Moses cooked the fresh asparagus for the two of them, supporting the crowns with crumpled foil to lift them out of the water, and then he asked Callaghan if he had an empty jar he could borrow.
“Whatever for?”
“The water will make a nourishing broth.”
Ten
Diana McClure’s second letter, the one delivered posthumously, began:
Having rambled on at length once, and bid you a somewhat self-pitying adieu, here I am again, pen in hand.
Forgive me.
There was no boy with a fishing pole passing on his way to the brook, averting his eyes from my peeled egg of a head. But I thought it a permissible indulgence, a nice literary touch. Look at it this way. As an old lady sits in her wheelchair, grieving over what might have been, waiting for death, Huck Finn passes with his fishing pole. Life goes on. On reflection, most assuredly an image more maudlin than original. A lie, in any event.
You inquired about my first meeting with Solomon at the Chalet Antoine, when I was young and silly but passably pretty and he charged with such audacity and appetite and, above all, rage.
At the time, I would have sworn that I quit the bar for the terrace because I knew that Solomon’s intrusion would culminate in violence and wished to avoid it.
Another fib. I was flirting, sending a signal. I wanted him to join me on the terrace. But first I wanted him to follow me with those hot eyes, watching me stride on limbs that had not yet betrayed me and I still took for an entitlement. Look, Solomon Gursky. Look look. Diana Morgan is different. Not only intriguing to look at, one eye brown, one eye blue, but also reasonably intelligent. The things you recall in your senescence. The curse of memory. I had two magazines with me at the time, Vogue and Vanity Fair. I hid them, lest he consider me flighty, and wished that I had brought my copy of Ulysses with me, because that would have impressed him. So why, once he joined me on the terrace, did I turn down his invitation to dinner? I was scared of what the others would say if they found out, especially Stu MacIntyre. But, above all, I was frightened of the turbulence Solomon evoked in me.
No sooner did I return to our cottage than I looked up the entry on Prester John in our Encyclopedia Britannica. Then I went for another swim in that lake that would be my undoing.

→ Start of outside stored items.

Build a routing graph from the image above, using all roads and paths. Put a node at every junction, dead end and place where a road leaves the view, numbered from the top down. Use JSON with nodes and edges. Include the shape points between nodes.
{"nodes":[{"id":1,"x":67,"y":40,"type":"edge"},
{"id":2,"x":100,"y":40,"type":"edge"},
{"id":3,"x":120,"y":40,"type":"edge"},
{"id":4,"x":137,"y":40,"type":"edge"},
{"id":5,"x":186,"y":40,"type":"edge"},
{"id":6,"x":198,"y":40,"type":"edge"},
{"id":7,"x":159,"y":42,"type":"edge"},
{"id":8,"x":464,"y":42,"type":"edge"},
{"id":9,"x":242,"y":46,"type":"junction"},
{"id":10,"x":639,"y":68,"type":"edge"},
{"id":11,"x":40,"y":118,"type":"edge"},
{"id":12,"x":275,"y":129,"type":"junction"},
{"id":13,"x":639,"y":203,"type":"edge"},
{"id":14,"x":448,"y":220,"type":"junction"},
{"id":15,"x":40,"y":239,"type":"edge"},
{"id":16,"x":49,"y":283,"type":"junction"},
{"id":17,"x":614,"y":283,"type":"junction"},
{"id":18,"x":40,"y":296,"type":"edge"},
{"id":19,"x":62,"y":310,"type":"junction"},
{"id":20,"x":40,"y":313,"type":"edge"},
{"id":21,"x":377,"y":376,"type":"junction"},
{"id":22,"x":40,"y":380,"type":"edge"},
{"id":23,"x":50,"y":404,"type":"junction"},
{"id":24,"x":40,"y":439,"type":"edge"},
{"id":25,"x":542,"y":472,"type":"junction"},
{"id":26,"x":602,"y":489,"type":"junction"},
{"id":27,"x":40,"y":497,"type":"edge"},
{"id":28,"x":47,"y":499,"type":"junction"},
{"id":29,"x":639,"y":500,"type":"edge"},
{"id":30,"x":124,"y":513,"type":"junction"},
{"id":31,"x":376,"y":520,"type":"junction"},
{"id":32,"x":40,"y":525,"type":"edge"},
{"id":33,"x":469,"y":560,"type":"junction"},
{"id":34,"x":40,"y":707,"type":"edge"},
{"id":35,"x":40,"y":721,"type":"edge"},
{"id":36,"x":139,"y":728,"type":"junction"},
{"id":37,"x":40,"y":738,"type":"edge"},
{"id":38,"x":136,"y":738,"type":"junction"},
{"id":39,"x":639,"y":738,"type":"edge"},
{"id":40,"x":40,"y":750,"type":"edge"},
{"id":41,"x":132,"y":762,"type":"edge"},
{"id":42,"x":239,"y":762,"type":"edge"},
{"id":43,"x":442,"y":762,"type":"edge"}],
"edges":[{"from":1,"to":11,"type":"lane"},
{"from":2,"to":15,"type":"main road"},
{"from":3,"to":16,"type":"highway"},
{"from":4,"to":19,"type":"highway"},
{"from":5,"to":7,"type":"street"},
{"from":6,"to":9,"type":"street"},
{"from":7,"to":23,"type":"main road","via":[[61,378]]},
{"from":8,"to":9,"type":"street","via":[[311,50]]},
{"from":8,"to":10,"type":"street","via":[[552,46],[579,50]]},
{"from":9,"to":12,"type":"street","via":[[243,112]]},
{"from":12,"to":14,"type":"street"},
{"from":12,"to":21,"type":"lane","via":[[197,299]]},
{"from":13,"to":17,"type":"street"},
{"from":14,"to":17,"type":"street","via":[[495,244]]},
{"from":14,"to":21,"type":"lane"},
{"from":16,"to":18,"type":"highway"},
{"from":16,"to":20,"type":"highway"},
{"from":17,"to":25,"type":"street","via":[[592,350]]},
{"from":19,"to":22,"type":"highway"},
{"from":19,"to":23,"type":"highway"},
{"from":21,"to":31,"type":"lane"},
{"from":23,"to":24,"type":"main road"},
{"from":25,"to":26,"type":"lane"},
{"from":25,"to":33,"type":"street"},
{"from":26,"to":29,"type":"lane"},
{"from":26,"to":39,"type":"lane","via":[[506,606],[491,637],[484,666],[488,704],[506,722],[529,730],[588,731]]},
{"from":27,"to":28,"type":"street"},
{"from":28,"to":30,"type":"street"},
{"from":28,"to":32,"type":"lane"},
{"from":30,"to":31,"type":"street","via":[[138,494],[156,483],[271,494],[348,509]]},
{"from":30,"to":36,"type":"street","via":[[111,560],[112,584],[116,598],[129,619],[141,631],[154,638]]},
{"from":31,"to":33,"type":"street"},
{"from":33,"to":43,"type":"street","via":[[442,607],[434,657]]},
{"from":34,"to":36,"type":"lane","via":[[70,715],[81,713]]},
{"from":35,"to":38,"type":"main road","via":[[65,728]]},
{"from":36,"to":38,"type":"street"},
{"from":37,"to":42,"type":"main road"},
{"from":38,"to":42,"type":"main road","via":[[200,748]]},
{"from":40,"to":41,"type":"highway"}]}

I learned from a shopkeeper in the village that Solomon had not left Ste.-Adèle, but was staying with his brother. When the invitation to tea came from Morrie I understood and began to count the hours, deliberating on what I should wear and imagining our conversation, polishing phrases that would do me credit. I also got into a horrid row at the dinner table with my father and Stu MacIntyre. My father, I should explain, was in a justifiably vile temper. The day before the invitation to tea came he had had to drive into Montreal, because our house had been burgled in his absence. He did not yet know that the police would recover everything within a week. Everything, but a portrait that had been painted of me that I, for one, considered no great loss.